In September 2018, the floating armada made of UHMW-PE was towed 1,536 km from San Francisco, California / USA to the patch between California and Hawaii, where some estimates say 1.8 tr pieces of plastic may be floating, to begin its work after five years of planning – see Plasteurope.com of 27.08.2018. But shortly after the hopeful launch, Ocean Cleanup’s engineers became aware that they would have to tweak the construction. In a blog post and numerous interviews, Slat acknowledged that the waste’s escape was clearly defeating the purpose of the project. In early December, the unwieldy device was towed back to California for an overhaul. The organisers have expressed confidence, however, that the problems can be fixed, and the vessel will soon be back in the patch doing the job it was intended to.
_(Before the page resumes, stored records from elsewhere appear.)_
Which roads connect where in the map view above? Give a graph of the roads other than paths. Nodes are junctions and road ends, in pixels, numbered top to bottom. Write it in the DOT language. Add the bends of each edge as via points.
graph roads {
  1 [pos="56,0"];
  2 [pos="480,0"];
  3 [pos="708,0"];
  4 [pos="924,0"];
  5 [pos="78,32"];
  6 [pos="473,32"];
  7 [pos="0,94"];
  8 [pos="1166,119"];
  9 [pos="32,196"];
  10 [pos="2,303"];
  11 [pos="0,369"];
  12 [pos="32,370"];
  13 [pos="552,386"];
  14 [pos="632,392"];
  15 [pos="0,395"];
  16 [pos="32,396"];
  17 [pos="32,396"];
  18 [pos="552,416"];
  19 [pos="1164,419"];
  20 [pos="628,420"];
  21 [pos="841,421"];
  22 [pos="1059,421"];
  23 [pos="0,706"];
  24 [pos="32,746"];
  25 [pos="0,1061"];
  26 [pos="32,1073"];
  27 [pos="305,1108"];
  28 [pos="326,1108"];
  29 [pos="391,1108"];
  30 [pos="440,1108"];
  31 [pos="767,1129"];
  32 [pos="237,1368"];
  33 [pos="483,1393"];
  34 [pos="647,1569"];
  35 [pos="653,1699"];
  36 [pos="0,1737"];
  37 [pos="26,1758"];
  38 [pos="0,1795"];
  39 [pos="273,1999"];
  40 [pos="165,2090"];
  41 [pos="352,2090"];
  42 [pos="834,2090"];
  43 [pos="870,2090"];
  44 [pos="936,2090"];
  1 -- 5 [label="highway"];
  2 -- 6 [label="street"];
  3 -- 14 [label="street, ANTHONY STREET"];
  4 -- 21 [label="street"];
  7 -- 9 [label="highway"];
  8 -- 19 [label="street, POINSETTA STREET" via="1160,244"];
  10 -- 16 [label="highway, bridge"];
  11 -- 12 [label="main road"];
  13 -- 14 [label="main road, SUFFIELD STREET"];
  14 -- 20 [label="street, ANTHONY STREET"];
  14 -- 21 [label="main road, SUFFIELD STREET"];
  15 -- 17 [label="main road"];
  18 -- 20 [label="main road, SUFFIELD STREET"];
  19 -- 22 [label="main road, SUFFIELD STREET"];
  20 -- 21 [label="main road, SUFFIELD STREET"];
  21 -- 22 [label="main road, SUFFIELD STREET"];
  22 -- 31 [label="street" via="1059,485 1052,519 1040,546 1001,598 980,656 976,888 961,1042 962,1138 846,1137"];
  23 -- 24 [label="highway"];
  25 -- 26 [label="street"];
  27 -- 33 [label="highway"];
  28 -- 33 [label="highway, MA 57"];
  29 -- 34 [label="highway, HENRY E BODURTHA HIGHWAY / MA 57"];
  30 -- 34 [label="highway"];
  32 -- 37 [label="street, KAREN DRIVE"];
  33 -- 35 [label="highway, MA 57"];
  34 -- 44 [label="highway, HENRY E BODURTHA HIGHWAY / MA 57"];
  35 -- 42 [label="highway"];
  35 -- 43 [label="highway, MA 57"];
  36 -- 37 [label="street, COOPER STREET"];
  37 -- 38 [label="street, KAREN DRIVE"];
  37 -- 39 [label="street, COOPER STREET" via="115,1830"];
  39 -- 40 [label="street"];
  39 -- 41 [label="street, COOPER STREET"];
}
Overhaul to increase speed of Ocean Cleanup vessel
The difficulty seems to lie partly in the 600-metre floating plastic array of connected booms that form what looks like a giant horseshoe on the surface of the ocean. To avoid trapping or disturbing marine life – one of the main points of critical assessment of the concept by scientists – the vessel does not use nets, but rather an impermeable “skirt” that hangs three metres below its floating buoys. The idea was that, as water cannot pass through the skirt, the current flows beneath and the fish could easily slip out. The waste, however, should be concentrated in the middle of the barrier, where it could later be scooped up and taken to shore for recycling.

One of the team’s theories as to what went wrong is that while the system was designed to move faster than the plastic, thus allowing the waste to be captured, It may actually at times be moving too slowly to keep its “catch” inside. It is also possible, as Slat wrote on the Ocean Cleanup website, that the vibrations in the ends of the U-shaped device could be creating a type of ripple-force field that repels the plastic as it nears the mouth of the system. Over the next few weeks, the project engineers will work on enabling the floating barrier to catch more wind and waves and increase speed enough to allow it to start capturing plastic again. “What we’re trying to do has never been done before,” Slat told US media. “So, of course we were expecting to still need to fix a few things before it becomes fully operational.”